**Task directions:**
Leave out the pictures and copy everything else in the entries exactly.
Segment Open
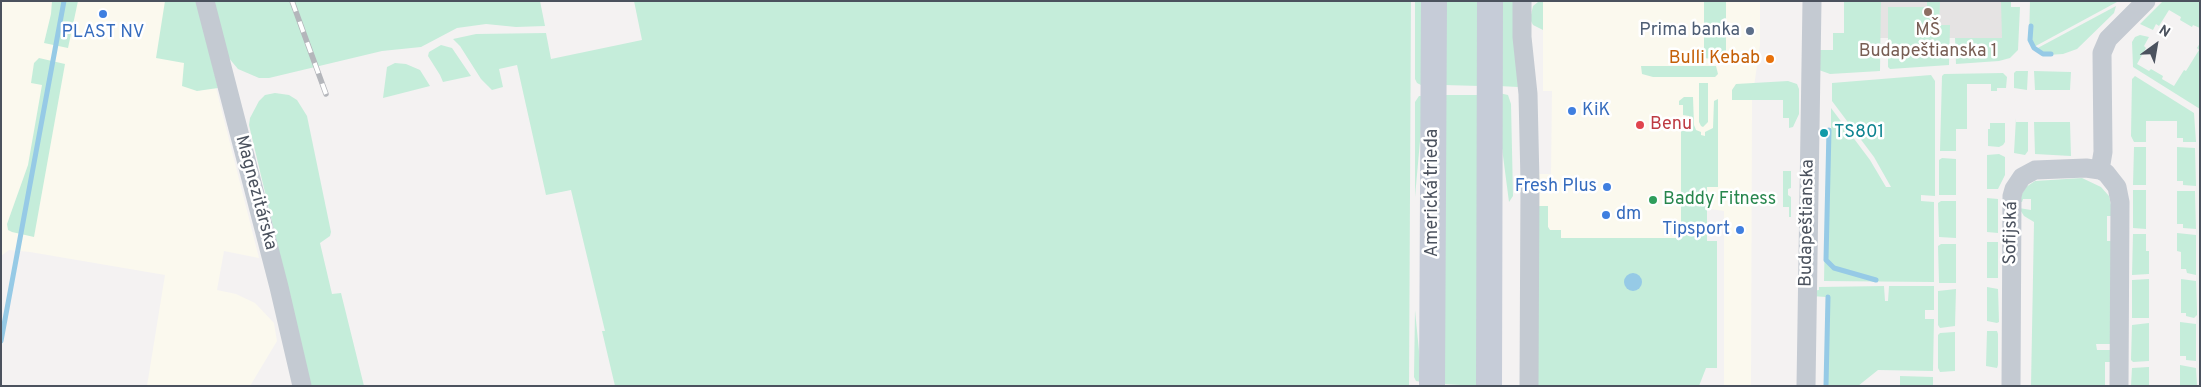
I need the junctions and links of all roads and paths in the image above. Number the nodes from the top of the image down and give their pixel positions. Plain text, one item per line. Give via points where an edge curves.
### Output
1 (205, 1) edge
2 (1434, 1) edge
3 (1490, 1) edge
4 (1522, 1) edge
5 (1812, 1) edge
6 (2146, 1) edge
7 (2100, 170) junction
8 (302, 386) edge
9 (1432, 386) edge
10 (1489, 386) edge
11 (1529, 386) edge
12 (1806, 386) edge
13 (2011, 386) edge
14 (2119, 386) edge

1 - 8 street, Magnezitárska
2 - 9 street, Americká trieda
3 - 10 street
4 - 11 street via 1530,182
5 - 12 street, Budapeštianska
6 - 7 street via 2108,39 2102,53 2103,152
7 - 13 street, Sofijská via 2035,170 2022,177 2014,189
7 - 14 street via 2117,187 2120,202

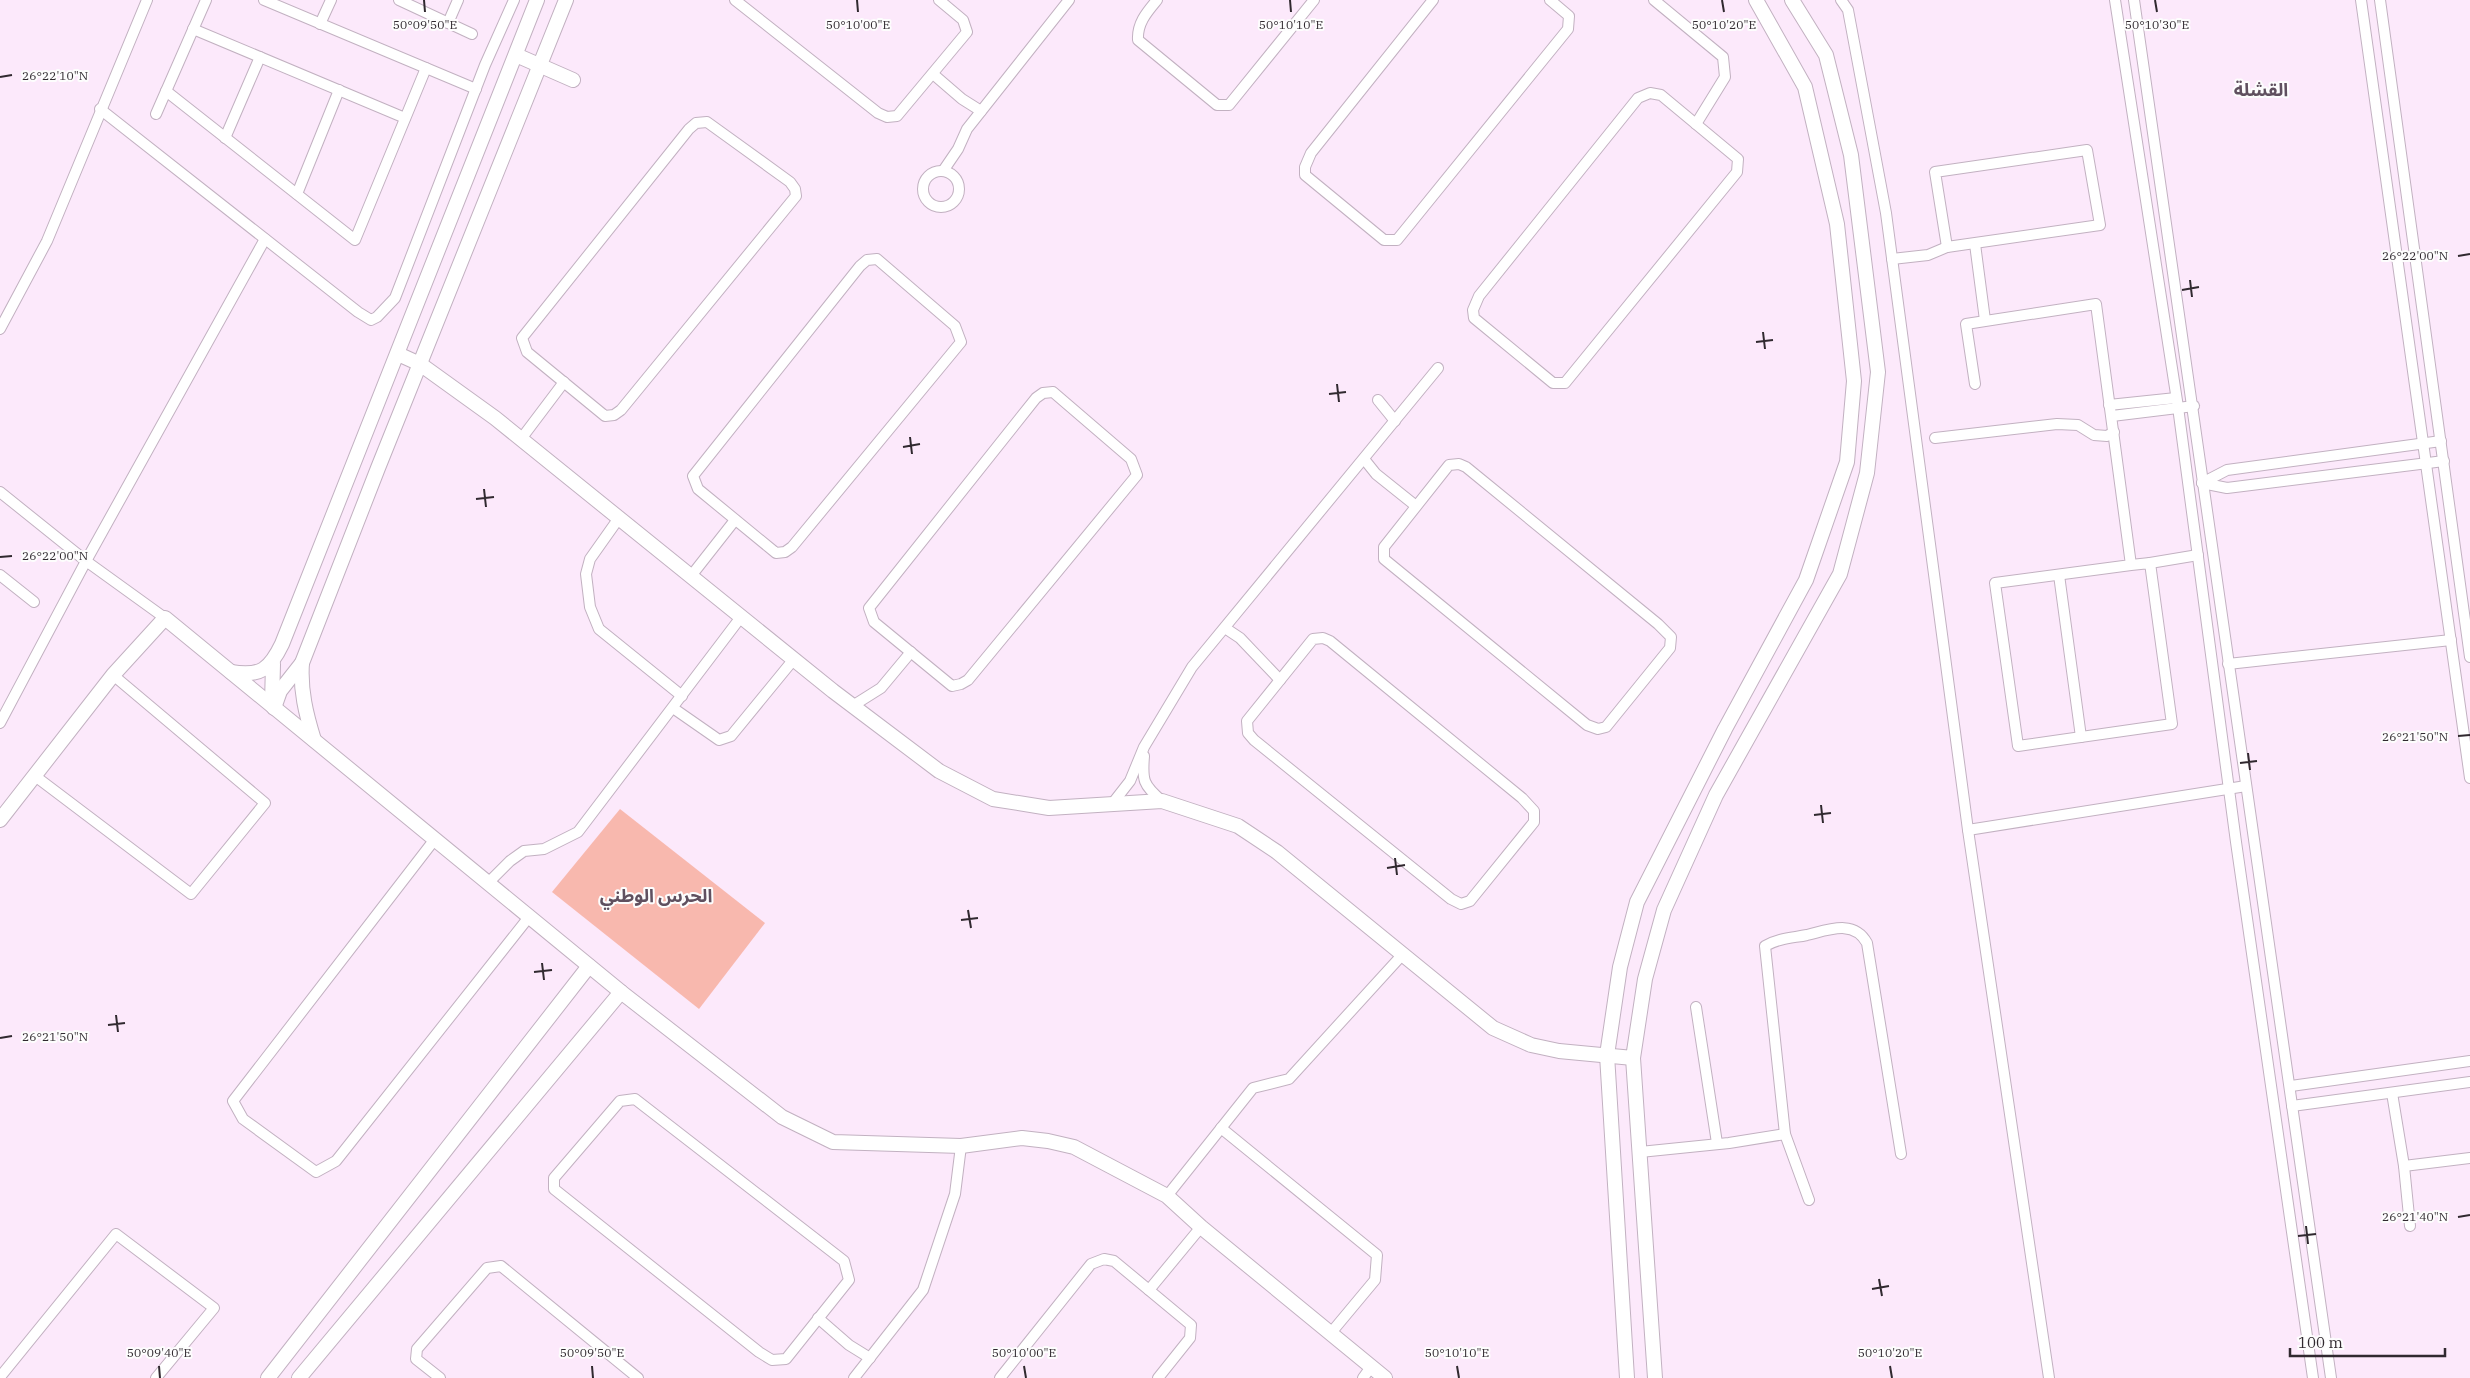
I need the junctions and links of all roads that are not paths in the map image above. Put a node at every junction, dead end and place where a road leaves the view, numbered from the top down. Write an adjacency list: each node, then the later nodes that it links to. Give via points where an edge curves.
Segment Closed
**Task solution:**
I need the junctions and links of all roads and paths in the image above. Number the nodes from the top of the image down and give their pixel positions. Plain text, one item per line. Give via points where an edge curves.
### Output
1 (205, 1) edge
2 (1434, 1) edge
3 (1490, 1) edge
4 (1522, 1) edge
5 (1812, 1) edge
6 (2146, 1) edge
7 (2100, 170) junction
8 (302, 386) edge
9 (1432, 386) edge
10 (1489, 386) edge
11 (1529, 386) edge
12 (1806, 386) edge
13 (2011, 386) edge
14 (2119, 386) edge

1 - 8 street, Magnezitárska
2 - 9 street, Americká trieda
3 - 10 street
4 - 11 street via 1530,182
5 - 12 street, Budapeštianska
6 - 7 street via 2108,39 2102,53 2103,152
7 - 13 street, Sofijská via 2035,170 2022,177 2014,189
7 - 14 street via 2117,187 2120,202

I need the junctions and links of all roads that are not paths in the map image above. Put a node at every junction, dead end and place where a road leaves the view, numbered from the top down. Write an adjacency list: each node, then the later nodes that it links to. Give via points where an edge curves.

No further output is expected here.